The phaseout of ozone depleting substances, CFCs and HCFCs, on the international scale has safeguarded the protection of the ozone layer for future generations, contributed significantly to the global efforts to address climate change, and restricted the harmful effects of ultraviolet radiation on human health and ecosystems.
While the Montreal Protocol has made significant contributions to the health of our planet, the road that led to the signing of the Protocol in 1987 was not straightforward. As early as 1964 scientists were starting to hypothesis that human activity could exacerbate ozone destruction by emitted water vapour into the stratosphere (upper atmosphere). CFCs were identified to be highly destructive substances to the ozone in the 1970s, a time when CFCs were entering the atmosphere at a rate of 1 million tonnes per year. By 1975 the United Nations Environment Programme has drafted the World Plan of Action on the Ozone Layer, but it was the discovery of the ozone hole over the Antarctic that cleared the way for the signing of the Protocol two years later. The ozone hole in the Antarctic was indisputable evidence that ozone depleting substances can persist in the atmosphere for long periods of time and travel large distances, thereby reinforcing the need for global agreement and effort.
Canada has made significant contributions to the field of ozone research, designing a ground-based instrument for measuring total ozone that is now used worldwide. The device called the Brewer ozone spectrophotometer was designed in the 1960s by Alan Brewer, David Wardle, Jim Kerr and Tom McElroy as part of a joint effort between the University of Toronto and Environment Canada.

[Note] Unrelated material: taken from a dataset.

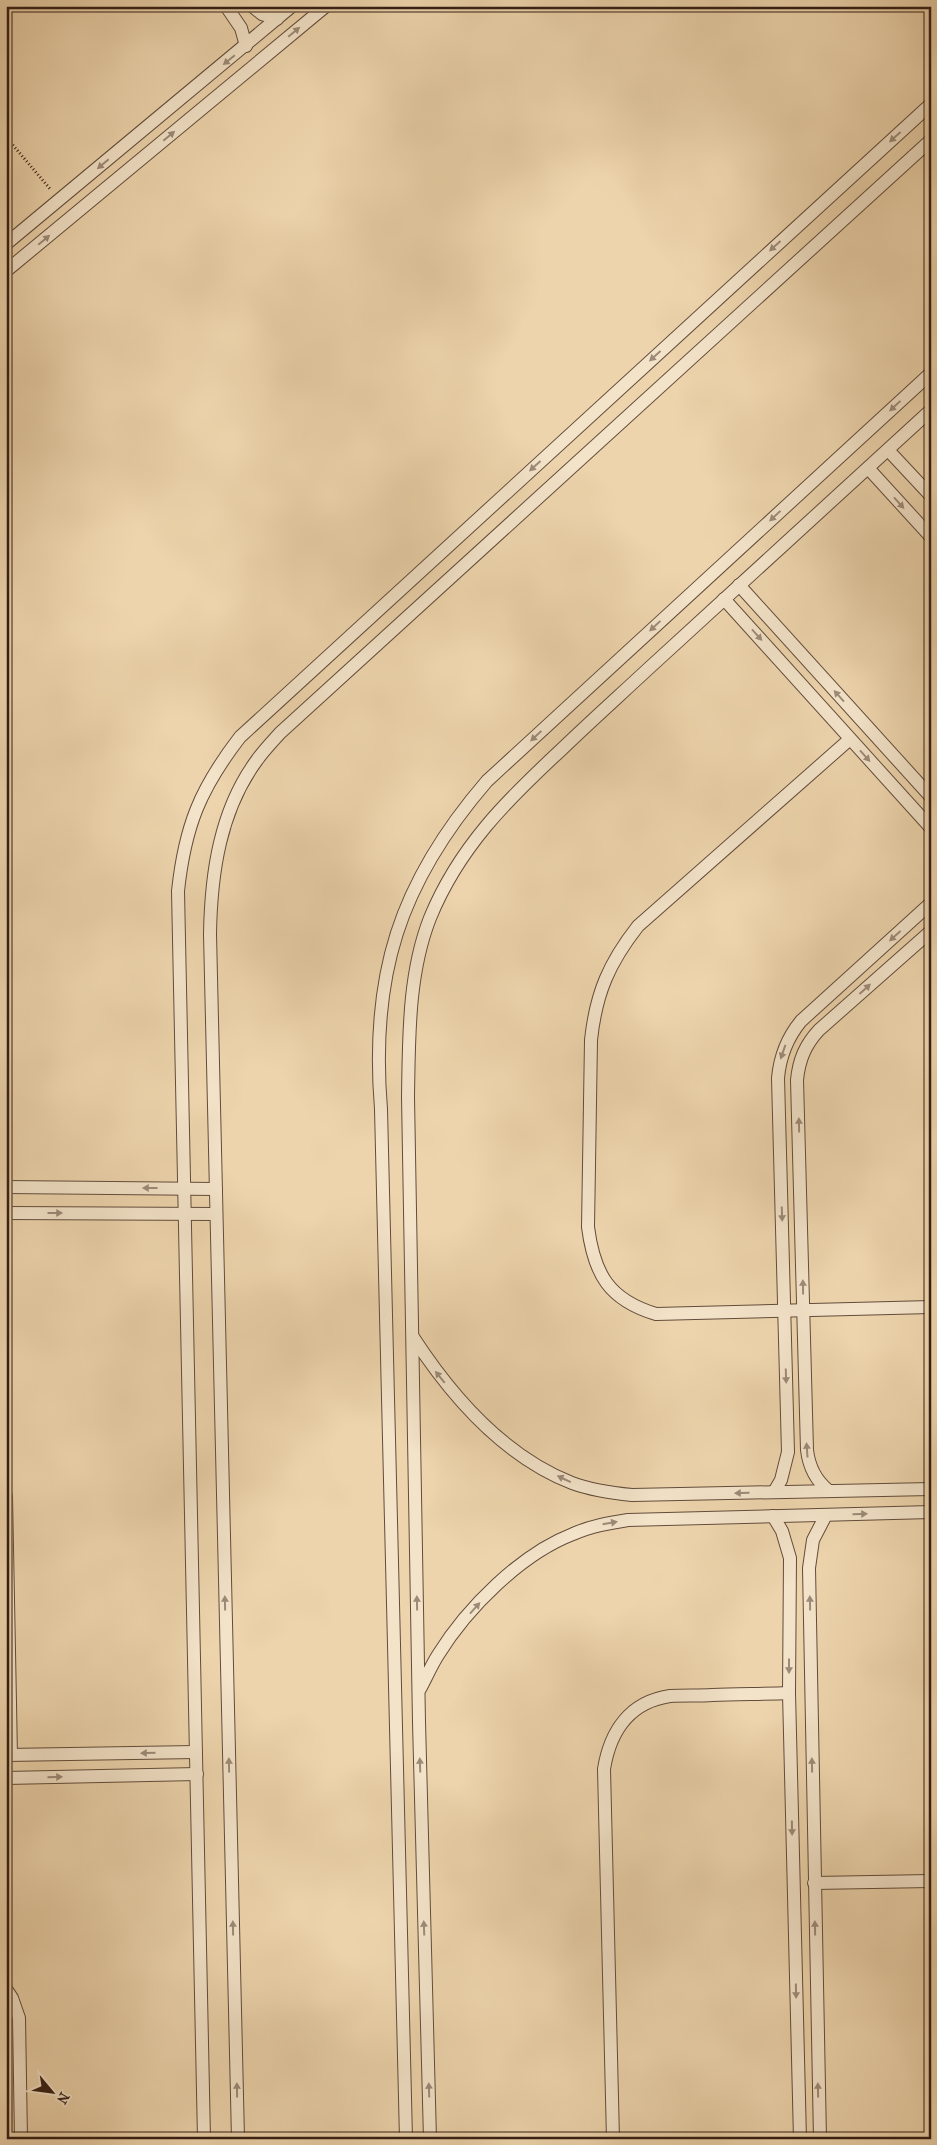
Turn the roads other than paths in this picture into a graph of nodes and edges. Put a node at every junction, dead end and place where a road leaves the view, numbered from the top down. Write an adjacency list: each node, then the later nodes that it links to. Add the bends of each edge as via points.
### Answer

The instrument went into commercial production in 1982. Brewer spectrophotometers can be used in the most extreme environments on Earth, including the Canadian Arctic, with sites at Alert, Eureka and Resolute, Nunavut. Environment and Climate Change Canada maintains a network of Brewer spectrometers in order to continuously monitor ozone levels across the country.
In the words of Environment Canada scientist D. Wardle: “The Protocol demonstrates that the economy, as well as individual corporations, can survive regulation, provided that controls are introduced in a way that permits long-term planning and a level playing field for industries around the world” (September 2007).